Sir Thomas Roe died in 1644 at the age of about 63. He was buried in the parish church of St. Mary in Woodford, London.

Family
Roe married Eleanor, Lady Beeston, the young widowed daughter of Sir Thomas Cave of Stanford-on-Avon, Northamptonshire in 1614, just weeks before embarking for India. Eleanor did not go to India, but did accompany Roe on the subsequent embassy to Constantinople. The couple were childless and adopted Jane Rupa, an orphaned girl introduced by Queen Elizabeth of Bohemia. When Eleanor died in 1675 she was buried alongside him in the parish church of St. Mary, Woodford.

Career

Amazon explorer

In 1610, Roe was sent by Prince Henry on a mission to the West Indies, during which he visited Guiana and the Amazon River. He tried to reach the Lake Parime location of the fabled El Dorado, that was represented in the map of Thomas Harriot in 1596. However, he failed then, and in two subsequent expeditions, to discover the gold he was seeking.

Ambassador to the Mughal Empire

In 1614, Roe was elected Member of Parliament for Tamworth.

The East India Company persuaded King James to send Roe as a royal envoy to the Agra court of the Great Mughal Emperor, Jahangir.

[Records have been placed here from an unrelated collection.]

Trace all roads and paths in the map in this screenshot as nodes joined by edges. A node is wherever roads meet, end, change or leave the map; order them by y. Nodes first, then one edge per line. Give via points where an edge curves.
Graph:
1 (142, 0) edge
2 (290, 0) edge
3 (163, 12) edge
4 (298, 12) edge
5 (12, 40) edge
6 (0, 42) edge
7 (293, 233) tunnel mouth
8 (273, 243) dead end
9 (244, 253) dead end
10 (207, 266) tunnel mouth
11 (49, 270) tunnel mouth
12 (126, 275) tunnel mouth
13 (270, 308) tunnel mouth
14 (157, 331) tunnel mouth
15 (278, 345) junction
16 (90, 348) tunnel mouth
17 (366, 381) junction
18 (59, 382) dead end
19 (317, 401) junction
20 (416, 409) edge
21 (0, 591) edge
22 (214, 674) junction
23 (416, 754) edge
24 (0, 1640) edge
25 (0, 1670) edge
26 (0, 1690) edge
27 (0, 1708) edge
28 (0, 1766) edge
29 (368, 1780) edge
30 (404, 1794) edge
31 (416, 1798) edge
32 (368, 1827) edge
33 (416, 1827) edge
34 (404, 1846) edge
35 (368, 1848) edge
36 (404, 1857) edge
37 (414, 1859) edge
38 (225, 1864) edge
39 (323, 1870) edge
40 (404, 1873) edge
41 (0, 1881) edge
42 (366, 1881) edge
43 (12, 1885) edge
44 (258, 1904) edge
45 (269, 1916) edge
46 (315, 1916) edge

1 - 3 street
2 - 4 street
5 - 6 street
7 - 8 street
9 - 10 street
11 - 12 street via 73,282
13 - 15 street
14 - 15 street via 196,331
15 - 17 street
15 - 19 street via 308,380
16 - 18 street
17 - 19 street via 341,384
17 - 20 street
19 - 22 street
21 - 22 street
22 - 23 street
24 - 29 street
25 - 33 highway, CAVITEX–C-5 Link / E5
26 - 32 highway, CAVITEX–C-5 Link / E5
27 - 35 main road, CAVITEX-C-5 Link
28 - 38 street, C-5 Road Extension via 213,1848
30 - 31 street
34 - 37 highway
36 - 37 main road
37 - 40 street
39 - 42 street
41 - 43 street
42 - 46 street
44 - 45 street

Roe resided at Agra for three years, until 1619.  At the Mughal court, Roe allegedly became a favourite of Jahangir and may have been his drinking partner; certainly he arrived with gifts of "many crates of red wine" and explained to him "What beere was? How made?"

The immediate result of the mission was to obtain permission and protection for an East India Company factory at Surat. While no major trading privileges were conceded by Jahingir, "Roe's mission was the beginning of a Mughal-Company relationship that would develop into something approaching a partnership and see the EIC gradually drawn into the Mughal nexus".

While Roe's detailed journals are a valuable source of information on Jahangir's reign, the Emperor did not return the favour, with no mention of Roe in his own voluminous diaries.

Ambassador to the Ottoman Empire
In 1621, Roe was elected MP for Cirencester.

Roe received diplomatic credentials to the Ottoman Empire on 6 September, arriving at Constantinople in December.  In this role, he obtained an extension of the privileges of the English merchants.  He concluded a treaty with Algiers in 1624, by which he secured the liberation of several hundred English captives.  He also gained the support, by an English subsidy, of the Transylvanian Prince Gabriel Bethlen for the European Protestant alliance and the cause of the Palatinate.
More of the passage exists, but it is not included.